Using only the entries below, copy exactly the lines that begin at the one with "index tip: (455, 206)" and end at the one with "wrist: (701, 1113)", both included. Drop the pictures.
[[ Material shown, beginning ]]
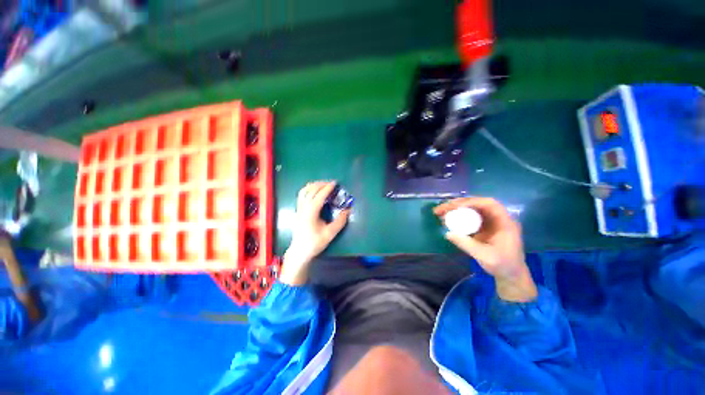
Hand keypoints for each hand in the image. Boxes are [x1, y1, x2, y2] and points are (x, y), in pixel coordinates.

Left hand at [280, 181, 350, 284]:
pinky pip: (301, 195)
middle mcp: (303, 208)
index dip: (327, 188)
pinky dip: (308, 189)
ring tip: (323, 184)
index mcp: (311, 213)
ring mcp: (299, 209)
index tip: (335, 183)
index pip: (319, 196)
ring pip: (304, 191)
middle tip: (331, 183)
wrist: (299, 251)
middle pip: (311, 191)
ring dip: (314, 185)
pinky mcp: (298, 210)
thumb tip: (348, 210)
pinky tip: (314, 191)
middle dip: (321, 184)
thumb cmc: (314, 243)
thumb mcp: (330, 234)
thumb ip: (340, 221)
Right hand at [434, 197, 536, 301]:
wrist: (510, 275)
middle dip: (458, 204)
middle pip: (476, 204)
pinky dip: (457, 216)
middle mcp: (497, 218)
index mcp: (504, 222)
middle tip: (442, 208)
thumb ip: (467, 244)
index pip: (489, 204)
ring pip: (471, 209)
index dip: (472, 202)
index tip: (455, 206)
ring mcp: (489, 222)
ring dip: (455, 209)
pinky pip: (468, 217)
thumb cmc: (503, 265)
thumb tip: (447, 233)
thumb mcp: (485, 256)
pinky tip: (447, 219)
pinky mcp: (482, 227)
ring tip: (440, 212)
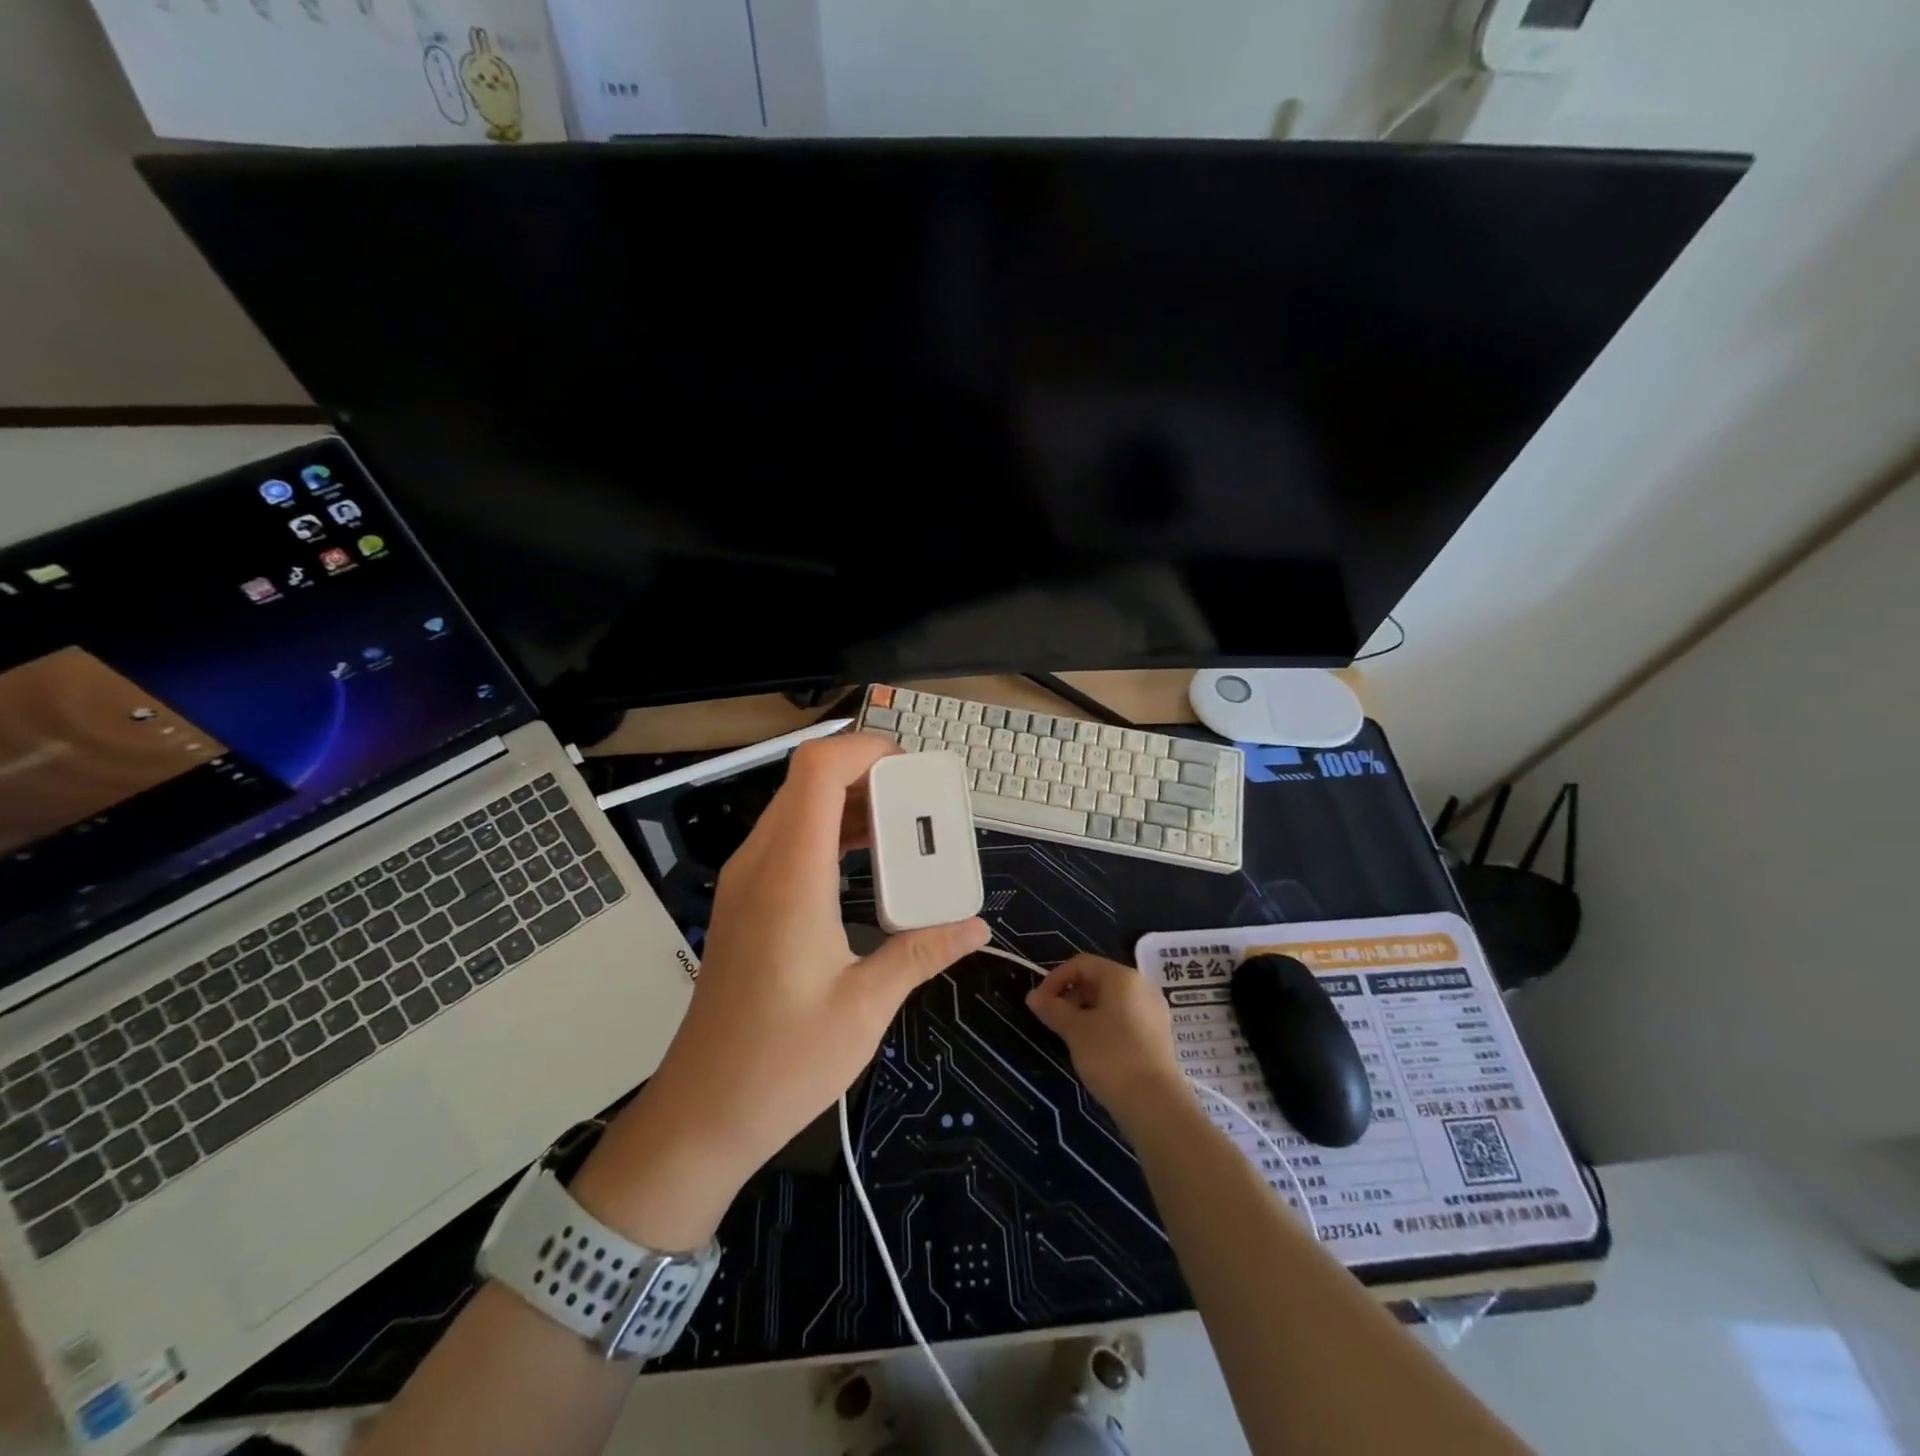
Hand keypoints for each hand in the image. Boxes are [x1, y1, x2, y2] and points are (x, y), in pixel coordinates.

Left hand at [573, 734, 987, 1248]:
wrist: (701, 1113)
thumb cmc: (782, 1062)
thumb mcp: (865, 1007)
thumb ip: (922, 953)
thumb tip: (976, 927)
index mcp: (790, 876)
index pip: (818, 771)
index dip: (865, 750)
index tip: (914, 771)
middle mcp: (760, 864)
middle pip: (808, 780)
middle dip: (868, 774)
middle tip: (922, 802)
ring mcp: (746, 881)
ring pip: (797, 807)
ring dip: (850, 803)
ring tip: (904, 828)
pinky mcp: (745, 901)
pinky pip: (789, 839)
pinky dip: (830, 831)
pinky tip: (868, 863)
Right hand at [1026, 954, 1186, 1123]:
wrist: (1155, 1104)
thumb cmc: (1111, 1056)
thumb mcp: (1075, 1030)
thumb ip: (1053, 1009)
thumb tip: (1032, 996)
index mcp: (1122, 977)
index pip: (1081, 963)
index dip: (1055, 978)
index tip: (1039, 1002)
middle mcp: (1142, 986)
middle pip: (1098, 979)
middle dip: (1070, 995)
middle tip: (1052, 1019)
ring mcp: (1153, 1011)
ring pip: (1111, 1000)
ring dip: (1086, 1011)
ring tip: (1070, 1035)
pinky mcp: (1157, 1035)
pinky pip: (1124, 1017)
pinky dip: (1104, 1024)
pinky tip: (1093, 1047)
[[ Material shown, end ]]
[[ Material shown, beginning ]]
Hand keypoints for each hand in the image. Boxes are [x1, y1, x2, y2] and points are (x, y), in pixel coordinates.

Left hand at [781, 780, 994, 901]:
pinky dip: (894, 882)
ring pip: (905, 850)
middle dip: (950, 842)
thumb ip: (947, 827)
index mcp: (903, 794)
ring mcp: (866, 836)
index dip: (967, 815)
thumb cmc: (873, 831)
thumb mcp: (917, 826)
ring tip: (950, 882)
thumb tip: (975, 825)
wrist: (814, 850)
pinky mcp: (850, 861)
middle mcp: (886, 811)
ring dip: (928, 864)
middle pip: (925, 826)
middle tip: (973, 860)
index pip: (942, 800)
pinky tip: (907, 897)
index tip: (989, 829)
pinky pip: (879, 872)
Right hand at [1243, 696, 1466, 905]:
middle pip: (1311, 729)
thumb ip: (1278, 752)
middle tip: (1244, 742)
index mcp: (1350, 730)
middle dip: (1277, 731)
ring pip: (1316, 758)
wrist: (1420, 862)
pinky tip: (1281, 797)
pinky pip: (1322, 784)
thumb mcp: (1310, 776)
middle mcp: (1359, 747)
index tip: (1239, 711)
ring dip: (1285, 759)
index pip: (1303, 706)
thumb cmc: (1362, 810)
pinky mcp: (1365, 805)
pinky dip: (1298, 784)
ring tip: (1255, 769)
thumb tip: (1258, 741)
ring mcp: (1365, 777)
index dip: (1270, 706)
[[ Material shown, end ]]
Expected answer:
index tip: (455, 206)
ring mcp: (489, 222)
ring dip: (455, 209)
pinky pip: (468, 217)
thumb cmc: (503, 265)
thumb tip: (447, 233)
thumb mcp: (485, 256)
pinky tip: (447, 219)
pinky mcp: (482, 227)
ring tip: (440, 212)
Hand keypoints for each hand in the image. Boxes are [x1, y1, x2, y2] and points are (x, y), in pixel coordinates.

Left hand at [573, 734, 987, 1248]:
wrist: (701, 1113)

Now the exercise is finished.